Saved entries
◇ ◇ ◇
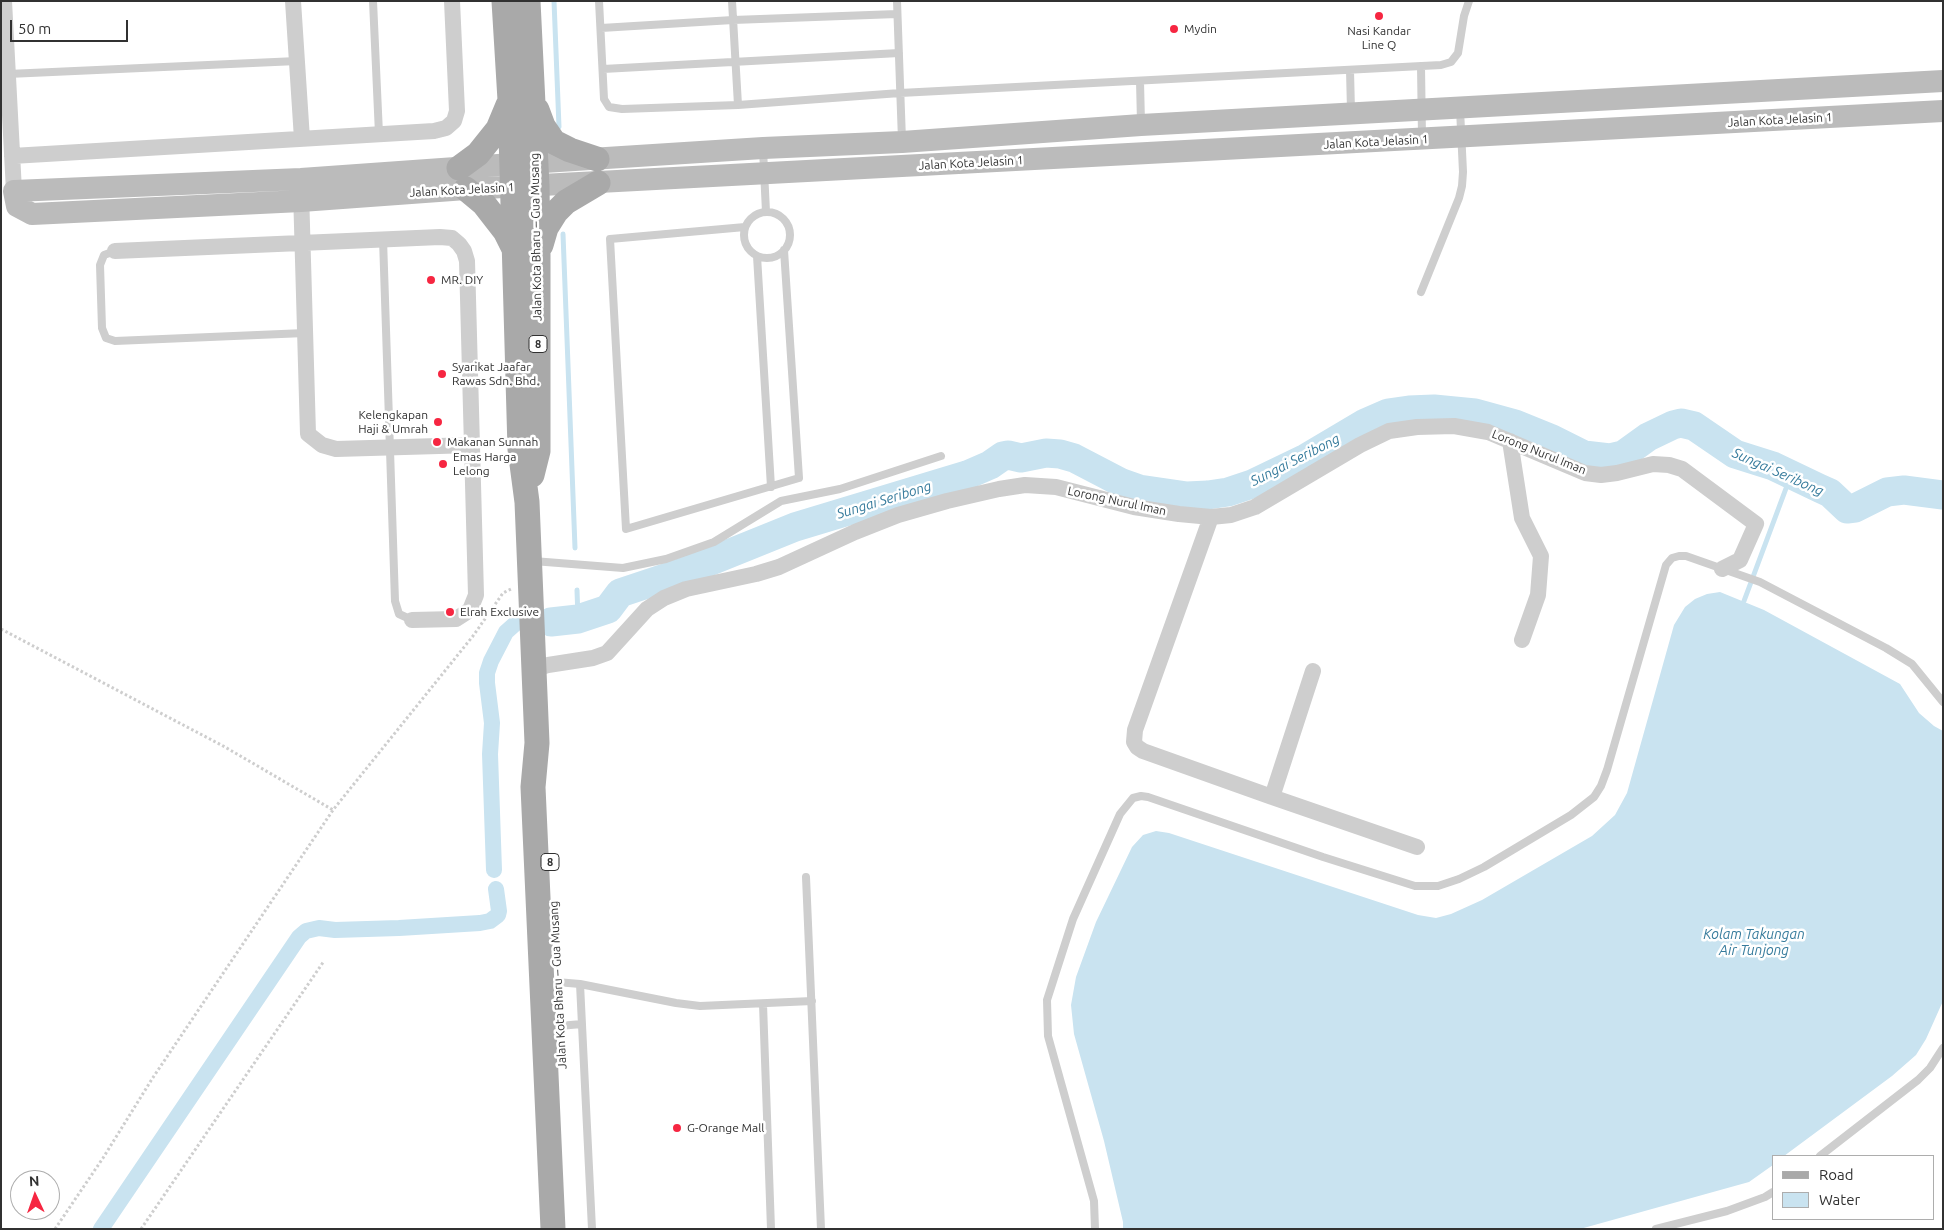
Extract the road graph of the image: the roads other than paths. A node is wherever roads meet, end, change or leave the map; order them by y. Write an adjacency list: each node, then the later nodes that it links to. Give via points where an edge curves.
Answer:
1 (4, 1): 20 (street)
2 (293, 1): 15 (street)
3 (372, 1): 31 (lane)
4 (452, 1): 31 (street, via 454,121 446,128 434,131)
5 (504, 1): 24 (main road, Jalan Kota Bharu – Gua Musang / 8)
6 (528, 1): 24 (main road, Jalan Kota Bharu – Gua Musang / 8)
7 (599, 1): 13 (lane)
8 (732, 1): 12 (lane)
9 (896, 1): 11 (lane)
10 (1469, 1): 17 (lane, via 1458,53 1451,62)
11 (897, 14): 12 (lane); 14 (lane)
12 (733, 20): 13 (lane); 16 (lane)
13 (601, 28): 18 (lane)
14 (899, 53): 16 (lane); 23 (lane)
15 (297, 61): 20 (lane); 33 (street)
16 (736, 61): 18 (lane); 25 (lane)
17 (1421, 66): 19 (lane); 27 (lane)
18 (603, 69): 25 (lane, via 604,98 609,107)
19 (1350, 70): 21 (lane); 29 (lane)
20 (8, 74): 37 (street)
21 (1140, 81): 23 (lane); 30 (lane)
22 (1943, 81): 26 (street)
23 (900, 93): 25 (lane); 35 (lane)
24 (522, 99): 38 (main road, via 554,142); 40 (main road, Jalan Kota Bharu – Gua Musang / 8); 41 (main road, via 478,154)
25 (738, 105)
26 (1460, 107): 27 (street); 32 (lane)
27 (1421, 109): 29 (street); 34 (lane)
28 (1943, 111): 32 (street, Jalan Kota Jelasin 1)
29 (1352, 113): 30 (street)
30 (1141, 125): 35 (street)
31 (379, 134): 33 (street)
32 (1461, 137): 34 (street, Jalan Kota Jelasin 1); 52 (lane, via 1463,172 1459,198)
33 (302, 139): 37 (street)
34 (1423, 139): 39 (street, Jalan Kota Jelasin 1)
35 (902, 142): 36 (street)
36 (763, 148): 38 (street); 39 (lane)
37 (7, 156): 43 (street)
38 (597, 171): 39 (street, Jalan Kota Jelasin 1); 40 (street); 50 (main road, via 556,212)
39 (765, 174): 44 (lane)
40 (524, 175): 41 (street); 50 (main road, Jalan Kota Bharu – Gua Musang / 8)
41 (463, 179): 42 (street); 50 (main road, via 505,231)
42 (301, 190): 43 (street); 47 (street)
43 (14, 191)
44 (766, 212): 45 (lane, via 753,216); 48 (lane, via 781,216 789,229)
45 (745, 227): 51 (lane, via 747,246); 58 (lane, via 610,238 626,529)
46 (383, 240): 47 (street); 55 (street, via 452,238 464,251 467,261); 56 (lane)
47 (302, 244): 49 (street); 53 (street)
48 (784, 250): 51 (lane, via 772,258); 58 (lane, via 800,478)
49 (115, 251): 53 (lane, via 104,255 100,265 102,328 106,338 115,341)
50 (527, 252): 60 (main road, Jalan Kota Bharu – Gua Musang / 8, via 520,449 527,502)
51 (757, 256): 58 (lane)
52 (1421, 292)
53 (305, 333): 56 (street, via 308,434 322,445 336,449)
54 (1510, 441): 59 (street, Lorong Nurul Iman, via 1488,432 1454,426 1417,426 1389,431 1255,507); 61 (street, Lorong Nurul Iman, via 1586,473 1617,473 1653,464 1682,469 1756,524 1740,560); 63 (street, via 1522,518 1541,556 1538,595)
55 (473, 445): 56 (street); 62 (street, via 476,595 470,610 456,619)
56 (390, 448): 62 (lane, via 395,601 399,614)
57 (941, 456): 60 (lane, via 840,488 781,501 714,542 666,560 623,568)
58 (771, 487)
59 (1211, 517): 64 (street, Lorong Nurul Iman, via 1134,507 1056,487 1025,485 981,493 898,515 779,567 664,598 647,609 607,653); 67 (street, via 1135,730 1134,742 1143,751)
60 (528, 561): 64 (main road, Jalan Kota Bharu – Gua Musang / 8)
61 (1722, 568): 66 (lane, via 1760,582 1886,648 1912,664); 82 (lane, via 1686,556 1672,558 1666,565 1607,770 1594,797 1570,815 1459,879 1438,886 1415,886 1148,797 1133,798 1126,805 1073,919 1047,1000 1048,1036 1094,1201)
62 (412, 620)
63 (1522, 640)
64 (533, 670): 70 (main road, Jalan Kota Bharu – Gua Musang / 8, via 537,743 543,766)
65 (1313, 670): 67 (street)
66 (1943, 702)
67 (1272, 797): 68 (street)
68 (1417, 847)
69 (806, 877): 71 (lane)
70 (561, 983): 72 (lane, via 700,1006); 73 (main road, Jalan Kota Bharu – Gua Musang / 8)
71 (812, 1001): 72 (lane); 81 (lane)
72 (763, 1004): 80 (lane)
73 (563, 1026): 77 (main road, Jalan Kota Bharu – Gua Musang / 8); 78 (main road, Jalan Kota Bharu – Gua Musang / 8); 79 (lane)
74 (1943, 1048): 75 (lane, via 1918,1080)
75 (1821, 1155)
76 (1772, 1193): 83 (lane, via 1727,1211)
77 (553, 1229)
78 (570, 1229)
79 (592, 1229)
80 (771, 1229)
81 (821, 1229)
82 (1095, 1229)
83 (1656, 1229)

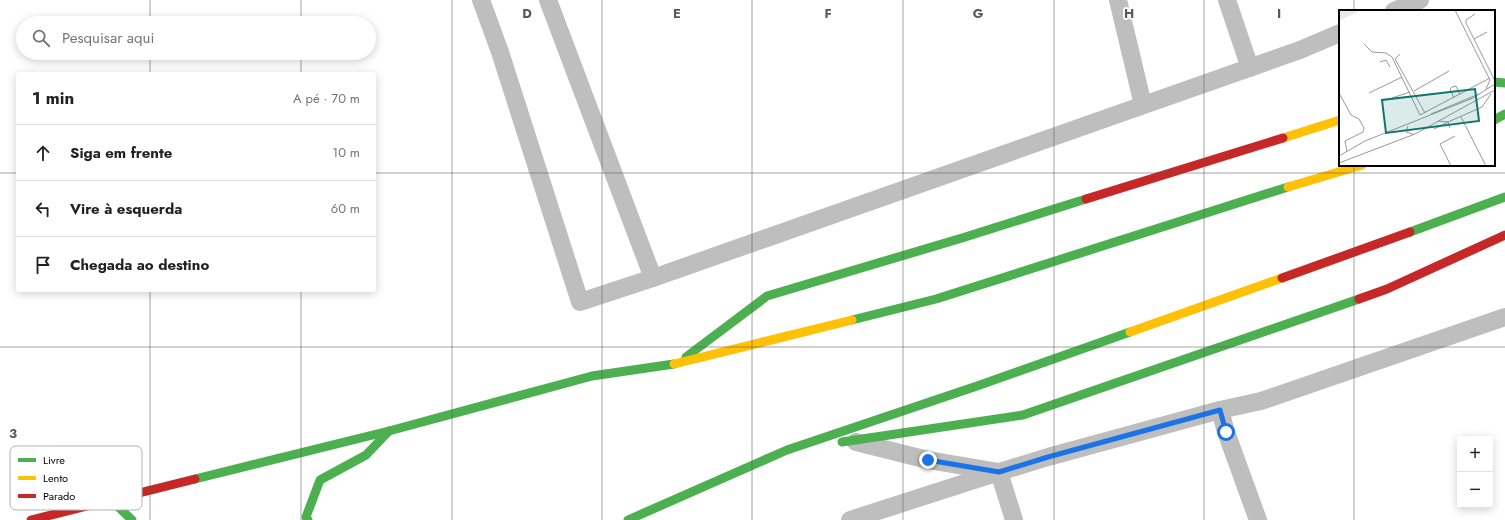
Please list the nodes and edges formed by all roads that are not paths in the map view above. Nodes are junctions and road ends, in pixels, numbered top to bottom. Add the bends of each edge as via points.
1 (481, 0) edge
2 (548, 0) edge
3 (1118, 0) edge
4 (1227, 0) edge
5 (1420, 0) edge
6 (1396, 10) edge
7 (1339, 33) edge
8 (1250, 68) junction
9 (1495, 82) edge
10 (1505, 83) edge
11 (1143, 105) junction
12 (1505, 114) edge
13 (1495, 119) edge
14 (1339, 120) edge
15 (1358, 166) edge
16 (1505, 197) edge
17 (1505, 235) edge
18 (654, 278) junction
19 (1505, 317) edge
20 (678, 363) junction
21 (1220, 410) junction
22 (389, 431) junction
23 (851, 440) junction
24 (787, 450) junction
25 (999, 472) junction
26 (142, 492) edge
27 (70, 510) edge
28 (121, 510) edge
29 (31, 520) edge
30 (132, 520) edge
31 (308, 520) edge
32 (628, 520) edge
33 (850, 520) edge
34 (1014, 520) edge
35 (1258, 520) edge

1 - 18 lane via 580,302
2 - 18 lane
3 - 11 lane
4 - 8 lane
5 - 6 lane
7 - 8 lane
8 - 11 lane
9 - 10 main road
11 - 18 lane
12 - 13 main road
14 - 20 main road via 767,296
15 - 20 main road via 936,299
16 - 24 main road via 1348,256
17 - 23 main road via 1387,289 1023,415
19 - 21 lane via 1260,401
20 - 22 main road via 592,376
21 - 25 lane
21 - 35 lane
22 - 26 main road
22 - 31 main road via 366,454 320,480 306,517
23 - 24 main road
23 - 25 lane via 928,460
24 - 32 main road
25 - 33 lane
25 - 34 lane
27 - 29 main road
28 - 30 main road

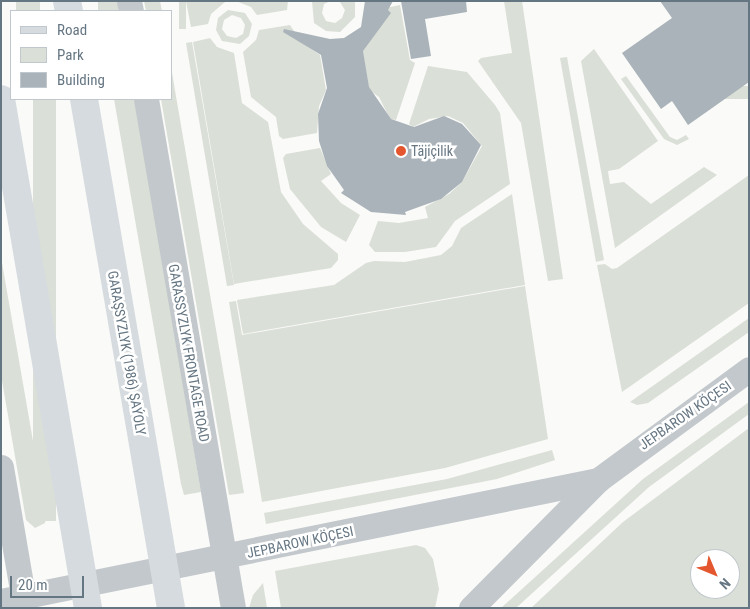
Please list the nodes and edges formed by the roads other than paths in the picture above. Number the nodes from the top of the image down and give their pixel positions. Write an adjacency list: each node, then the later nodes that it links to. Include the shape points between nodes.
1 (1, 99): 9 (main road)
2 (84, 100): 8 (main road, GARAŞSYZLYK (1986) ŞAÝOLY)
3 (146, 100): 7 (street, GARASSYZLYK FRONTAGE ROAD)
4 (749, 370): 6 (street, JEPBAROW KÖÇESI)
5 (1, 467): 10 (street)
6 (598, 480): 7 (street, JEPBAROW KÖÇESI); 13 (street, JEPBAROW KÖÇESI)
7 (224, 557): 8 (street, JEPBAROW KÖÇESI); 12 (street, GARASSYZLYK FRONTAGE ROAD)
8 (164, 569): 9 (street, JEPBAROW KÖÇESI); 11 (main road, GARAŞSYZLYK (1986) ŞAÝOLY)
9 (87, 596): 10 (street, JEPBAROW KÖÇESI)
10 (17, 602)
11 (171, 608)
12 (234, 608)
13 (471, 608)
◇ ◇ ◇
## Task goal
Exactly and only the lines from the line containing "Please list the nodes and edges formed by the" through the final line of the records above must be returned.

## Answer for this exercise
Please list the nodes and edges formed by the roads other than paths in the picture above. Number the nodes from the top of the image down and give their pixel positions. Write an adjacency list: each node, then the later nodes that it links to. Include the shape points between nodes.
1 (1, 99): 9 (main road)
2 (84, 100): 8 (main road, GARAŞSYZLYK (1986) ŞAÝOLY)
3 (146, 100): 7 (street, GARASSYZLYK FRONTAGE ROAD)
4 (749, 370): 6 (street, JEPBAROW KÖÇESI)
5 (1, 467): 10 (street)
6 (598, 480): 7 (street, JEPBAROW KÖÇESI); 13 (street, JEPBAROW KÖÇESI)
7 (224, 557): 8 (street, JEPBAROW KÖÇESI); 12 (street, GARASSYZLYK FRONTAGE ROAD)
8 (164, 569): 9 (street, JEPBAROW KÖÇESI); 11 (main road, GARAŞSYZLYK (1986) ŞAÝOLY)
9 (87, 596): 10 (street, JEPBAROW KÖÇESI)
10 (17, 602)
11 (171, 608)
12 (234, 608)
13 (471, 608)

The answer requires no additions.